After the Raiders lost Sunday night, I reviewed my in-game notes. This is commonplace, a tradition unlike any other if you will. Yet, somehow, during this process, I made a critical error: perusing social media. Now, the opinion is the gasoline that keeps the Twitter engine moving. Yet, reading the dozens of comments, a noticed a disturbing pattern. Instead of being upset, excoriating atrocious defensive play, many seemed..fine. Now, here’s my thing, feel how you want, but too many inconsistencies in that thinking exist.
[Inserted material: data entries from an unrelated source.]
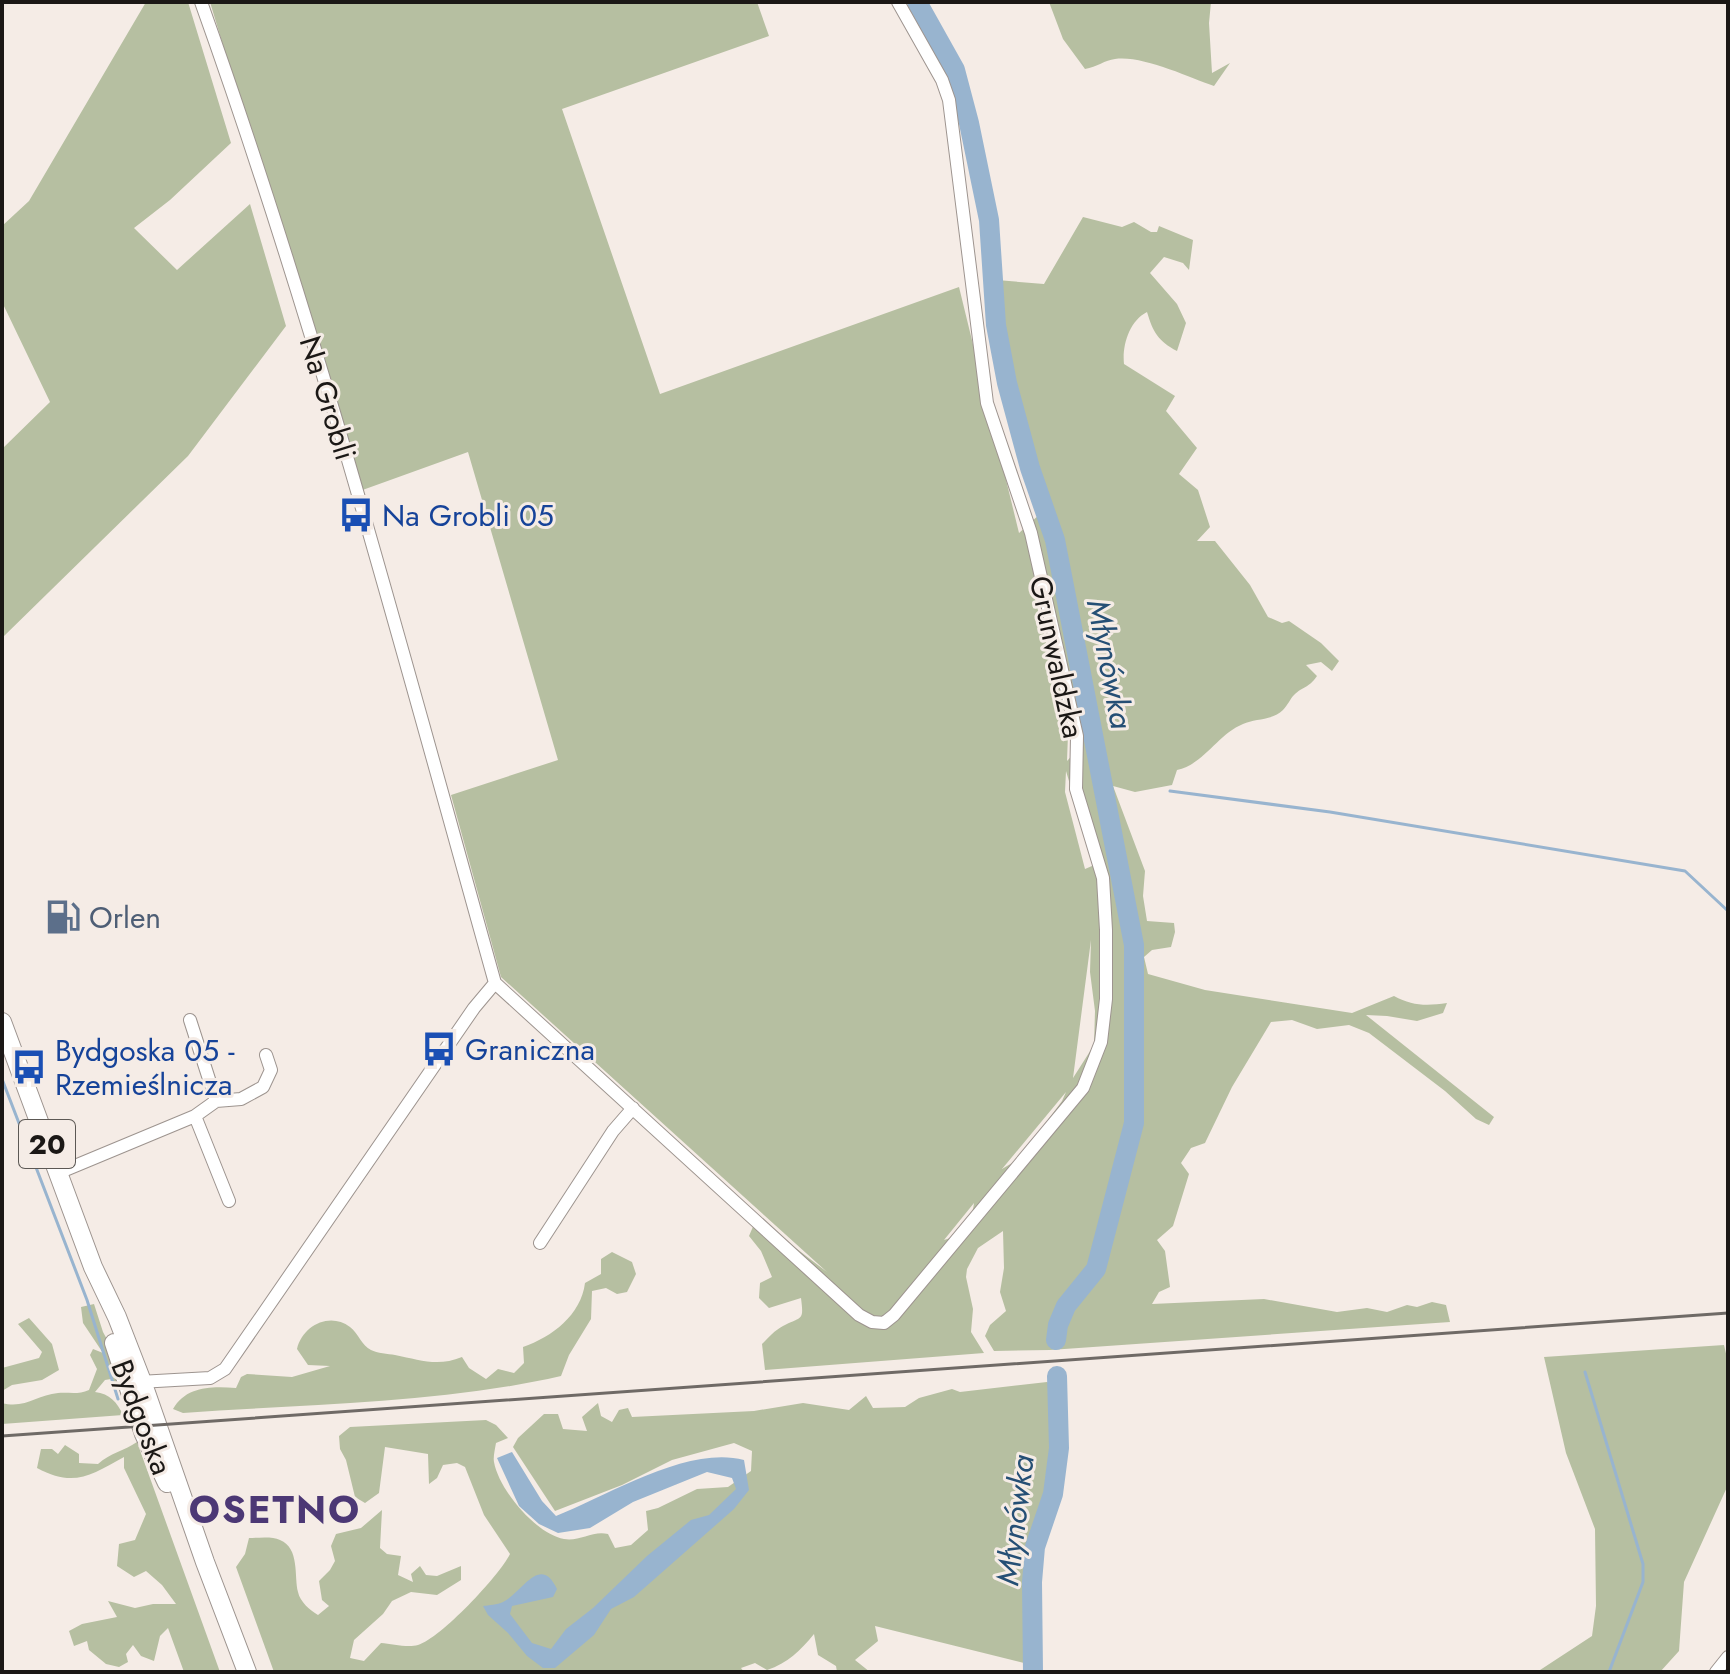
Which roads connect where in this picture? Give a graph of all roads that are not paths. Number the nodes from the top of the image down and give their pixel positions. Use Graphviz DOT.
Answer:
graph roads {
  1 [pos="201,2"];
  2 [pos="898,2"];
  3 [pos="495,983"];
  4 [pos="190,1020"];
  5 [pos="2,1022"];
  6 [pos="266,1055"];
  7 [pos="216,1101"];
  8 [pos="633,1108"];
  9 [pos="195,1116"];
  10 [pos="58,1173"];
  11 [pos="229,1201"];
  12 [pos="540,1243"];
  13 [pos="93,1267"];
  14 [pos="123,1369"];
  15 [pos="143,1384"];
  16 [pos="205,1562"];
  17 [pos="1728,1657"];
  18 [pos="247,1672"];
  19 [pos="1716,1672"];
  1 -- 3 [label="street, Na Grobli"];
  2 -- 8 [label="street, Grunwaldzka"];
  3 -- 8 [label="street"];
  3 -- 15 [label="street"];
  4 -- 7 [label="street"];
  5 -- 10 [label="main road, Bydgoska / 20"];
  6 -- 7 [label="street"];
  7 -- 9 [label="street"];
  8 -- 12 [label="street"];
  9 -- 10 [label="street"];
  9 -- 11 [label="street"];
  10 -- 13 [label="main road, Bydgoska / 20"];
  13 -- 14 [label="main road, Bydgoska / 20"];
  13 -- 15 [label="main road, Bydgoska / 20"];
  14 -- 15 [label="street"];
  14 -- 16 [label="main road, Bydgoska / 20"];
  15 -- 16 [label="main road, Bydgoska / 20"];
  16 -- 18 [label="main road, Bydgoska / 20"];
  17 -- 19 [label="street"];
}
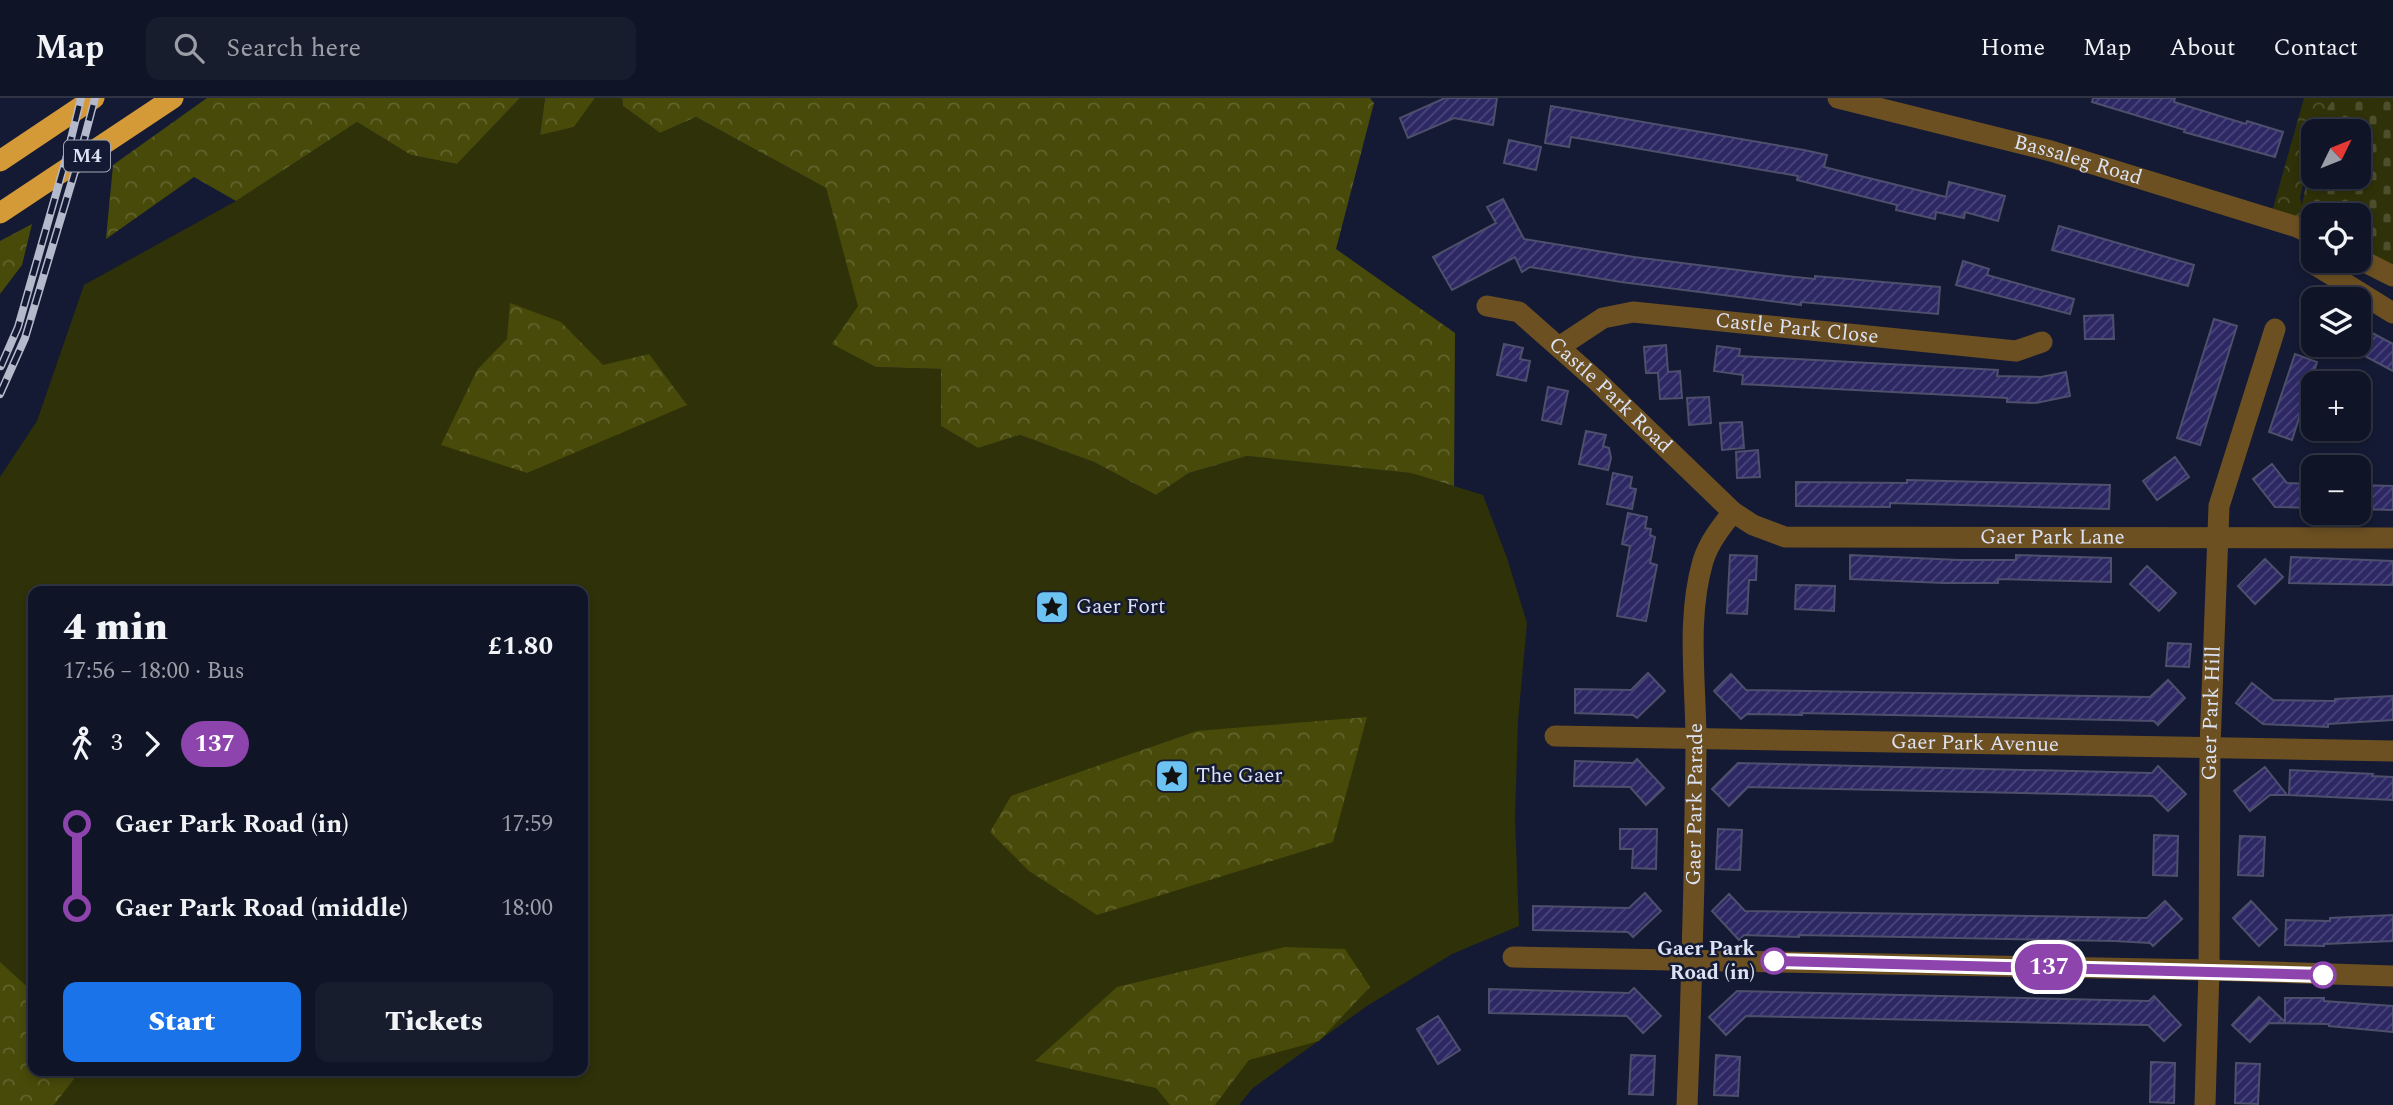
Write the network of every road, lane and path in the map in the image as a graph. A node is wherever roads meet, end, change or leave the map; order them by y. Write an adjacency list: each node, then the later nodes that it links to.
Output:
1 (94, 98): 4 (highway, M4)
2 (173, 98): 5 (highway, M4)
3 (1838, 98): 6 (street, Bassaleg Road)
4 (0, 159)
5 (0, 214)
6 (2301, 229)
7 (2371, 265): 9 (street)
8 (2329, 273): 11 (street)
9 (2393, 276)
10 (1487, 306): 14 (street, Castle Park Road)
11 (2393, 313)
12 (2275, 329): 16 (street, Gaer Park Hill)
13 (2042, 342): 14 (street, Castle Park Close)
14 (1559, 347): 15 (street, Castle Park Road)
15 (1728, 507): 16 (street, Gaer Park Lane); 19 (street, Gaer Park Parade)
16 (2216, 537): 17 (street, Gaer Park Lane); 20 (street, Gaer Park Hill)
17 (2393, 538)
18 (1555, 736): 19 (street, Gaer Park Avenue)
19 (1696, 738): 20 (street, Gaer Park Avenue); 23 (street, Gaer Park Parade)
20 (2210, 747): 21 (street, Gaer Park Avenue); 24 (street, Gaer Park Hill)
21 (2393, 751)
22 (1513, 957): 23 (street)
23 (1693, 960): 24 (street); 26 (street, Gaer Park Parade)
24 (2209, 970): 25 (street); 27 (street, Gaer Park Hill)
25 (2393, 976)
26 (1687, 1105)
27 (2205, 1105)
Absolution for Poor Defense
By every metric and definition, the Raiders failed defensively, in just about every big moment last night. Save for one Trayvon Mullen pick, the defense did not show up consistently. The Chiefs tallied thirty-six first downs. However, if you read fans and some media, splitting two games with the defending champs show progress. ” The Raiders are a much better team since they can hang with the Chiefs”. Chuck Wepner knocked Muhammad Ali down in their fight once. Does he get participation cookies for that? The fact remains, the Raiders owned a three-point lead late and their defense collapsed, again. good teams figure a way to close the show. Despite making gigantic strides this season, some want to coddle last night’s results and spin this loss as a moral victory. Folks, a loss is a loss.
The Mahomes Excuse
Morning media wants to give the Raiders because they traded punches with arguably the game’s best quarterback. If you want to keep it real, Derek Carr outplayed Patrick Mahomes last night. Anyone that says differently is either biased or blind. Granted, I’ve been extremely critical of Carr during his career. Yet, last night and through this stretch, he’s played exceptionally. Nothing on this loss falls to him. He dealt with drops, and a bad coaching decision that we will discuss later. The Raiders beat the Chiefs in Kansas City earlier this year, Mahomes was the same quarterback then, too. Credit him for making excellent throws, but don’t wipe away the defensive ineptitude.
A Moment of Timidity
With a three-point lead and a fourth and four from the 38, the Raiders punted. If the defense showed you all night they could not stop the Chiefs, why entrust them now? All evening, Carr and the offense drove up and down the field. Tyrann Mathieu could not contain Darren Waller, why not go for it there? If the Raiders convert, that forces the Chiefs’ defense to remain on the field. If they don’t, and the Chiefs score, Vegas gets a last chance to score with time. Jon Gruden trusted his defense more than the offense. Ultimately, it cost his team.
“He’s Basically a Rookie”
For every positive play that Johnathan Abram makes, he either misses one. Granted, no one can question his heart and toughness, as film bears that out. However, poor tackling angles, outright whiffs, and costly penalties remain an issue. Last night, Abram hit an opponent out of bounds, resulting in fifteen free yeards. Kansas City does not need anyone to help them with spare yardage. On the touchdown pass to Kelce, Abram vacated his area, darting towards Mahomes. Make it make sense. If Mahomes runs for the first, the clock is in the Raiders’ favor. That lack of discipline allows Mahomes to find Kelce wide open in the end zone. As he continues to mature, Abram will be a vital part of this defense. Last night illustrated the distance between now and that point are. Pointing it out doesn’t make you a hater, just honest.
“Almost..”
Spin around the TV and social media, the Raiders almost won. When is this mentality appreciated or acceptable? For all of the appropriate respect and reverence that Al Davis receives, do you think he would say that? Davis cared about winning, period. Almost is a realm that he never visited, but one that too many travel to. The Las Vegas Raiders had the chance to sweep the Chiefs, they did not. Let’s not raise participation trophies.